Items from a data source:
****

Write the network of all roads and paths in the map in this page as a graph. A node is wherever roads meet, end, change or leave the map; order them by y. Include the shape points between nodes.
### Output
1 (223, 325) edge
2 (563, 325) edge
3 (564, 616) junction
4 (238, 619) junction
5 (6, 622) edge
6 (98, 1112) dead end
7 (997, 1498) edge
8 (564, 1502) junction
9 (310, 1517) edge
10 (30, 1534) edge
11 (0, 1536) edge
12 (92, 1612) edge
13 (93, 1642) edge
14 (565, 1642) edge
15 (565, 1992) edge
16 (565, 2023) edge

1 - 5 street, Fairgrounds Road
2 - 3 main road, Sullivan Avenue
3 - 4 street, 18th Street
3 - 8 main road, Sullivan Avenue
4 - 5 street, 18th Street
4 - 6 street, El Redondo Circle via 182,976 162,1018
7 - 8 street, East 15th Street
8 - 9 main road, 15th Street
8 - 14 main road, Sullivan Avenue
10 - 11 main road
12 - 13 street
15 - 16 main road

****

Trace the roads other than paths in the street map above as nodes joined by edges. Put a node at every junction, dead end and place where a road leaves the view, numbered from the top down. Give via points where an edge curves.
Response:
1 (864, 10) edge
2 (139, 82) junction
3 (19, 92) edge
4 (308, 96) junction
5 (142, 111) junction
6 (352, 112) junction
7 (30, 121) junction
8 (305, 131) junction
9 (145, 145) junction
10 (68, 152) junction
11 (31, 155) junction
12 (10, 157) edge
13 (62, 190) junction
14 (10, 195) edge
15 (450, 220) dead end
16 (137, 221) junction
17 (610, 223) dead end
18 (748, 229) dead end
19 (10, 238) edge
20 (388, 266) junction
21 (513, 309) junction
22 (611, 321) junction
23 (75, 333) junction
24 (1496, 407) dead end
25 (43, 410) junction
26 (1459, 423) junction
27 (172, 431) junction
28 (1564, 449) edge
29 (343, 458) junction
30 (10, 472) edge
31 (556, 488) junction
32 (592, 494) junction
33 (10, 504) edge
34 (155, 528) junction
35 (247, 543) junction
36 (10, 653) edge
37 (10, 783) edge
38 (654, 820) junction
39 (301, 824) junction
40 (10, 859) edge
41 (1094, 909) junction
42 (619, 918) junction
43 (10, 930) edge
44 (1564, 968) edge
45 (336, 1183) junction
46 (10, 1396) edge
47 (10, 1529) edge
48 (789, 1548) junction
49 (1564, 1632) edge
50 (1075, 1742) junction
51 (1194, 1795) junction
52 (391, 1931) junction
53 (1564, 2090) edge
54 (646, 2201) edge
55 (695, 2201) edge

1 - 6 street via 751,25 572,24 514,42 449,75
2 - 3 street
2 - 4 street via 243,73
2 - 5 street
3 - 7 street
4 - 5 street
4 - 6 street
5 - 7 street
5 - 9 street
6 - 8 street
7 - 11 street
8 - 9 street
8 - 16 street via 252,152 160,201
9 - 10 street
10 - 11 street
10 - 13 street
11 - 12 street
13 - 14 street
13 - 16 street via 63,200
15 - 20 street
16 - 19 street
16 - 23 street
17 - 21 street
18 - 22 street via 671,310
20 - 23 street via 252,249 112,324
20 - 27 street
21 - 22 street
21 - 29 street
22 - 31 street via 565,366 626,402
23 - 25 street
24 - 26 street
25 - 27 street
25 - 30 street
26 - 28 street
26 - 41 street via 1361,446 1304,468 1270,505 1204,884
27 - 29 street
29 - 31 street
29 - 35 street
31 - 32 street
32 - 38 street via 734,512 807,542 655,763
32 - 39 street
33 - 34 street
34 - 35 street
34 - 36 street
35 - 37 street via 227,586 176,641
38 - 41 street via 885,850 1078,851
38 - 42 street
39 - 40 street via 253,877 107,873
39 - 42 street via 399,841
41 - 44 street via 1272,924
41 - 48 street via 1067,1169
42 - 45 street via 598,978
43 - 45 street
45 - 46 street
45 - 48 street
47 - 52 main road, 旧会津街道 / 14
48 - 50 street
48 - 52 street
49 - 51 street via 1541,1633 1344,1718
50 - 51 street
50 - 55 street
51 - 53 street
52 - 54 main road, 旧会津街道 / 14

****

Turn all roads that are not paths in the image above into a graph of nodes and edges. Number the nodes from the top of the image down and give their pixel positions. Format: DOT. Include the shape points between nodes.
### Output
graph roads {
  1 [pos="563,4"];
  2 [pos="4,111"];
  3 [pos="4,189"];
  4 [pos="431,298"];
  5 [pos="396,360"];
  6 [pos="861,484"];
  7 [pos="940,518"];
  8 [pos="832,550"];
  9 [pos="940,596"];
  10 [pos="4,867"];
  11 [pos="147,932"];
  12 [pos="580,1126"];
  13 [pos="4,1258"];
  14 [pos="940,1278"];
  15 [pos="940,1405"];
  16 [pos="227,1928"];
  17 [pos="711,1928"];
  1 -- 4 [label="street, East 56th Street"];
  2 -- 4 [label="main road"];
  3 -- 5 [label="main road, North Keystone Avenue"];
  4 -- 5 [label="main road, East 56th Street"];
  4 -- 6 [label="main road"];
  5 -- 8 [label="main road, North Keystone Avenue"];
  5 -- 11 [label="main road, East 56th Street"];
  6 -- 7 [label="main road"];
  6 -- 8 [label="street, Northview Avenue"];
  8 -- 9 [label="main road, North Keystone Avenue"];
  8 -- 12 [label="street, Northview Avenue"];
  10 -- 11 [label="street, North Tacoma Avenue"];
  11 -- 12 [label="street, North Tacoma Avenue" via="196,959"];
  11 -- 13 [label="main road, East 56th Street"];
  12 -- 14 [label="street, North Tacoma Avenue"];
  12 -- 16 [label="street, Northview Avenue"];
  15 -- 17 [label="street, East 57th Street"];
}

****

# TASK DESCRIPTION:
Lines in the data that include the word "shape" should all be copied.

# SOLVED PROBLEM:
Write the network of all roads and paths in the map in this page as a graph. A node is wherever roads meet, end, change or leave the map; order them by y. Include the shape points between nodes.
Turn all roads that are not paths in the image above into a graph of nodes and edges. Number the nodes from the top of the image down and give their pixel positions. Format: DOT. Include the shape points between nodes.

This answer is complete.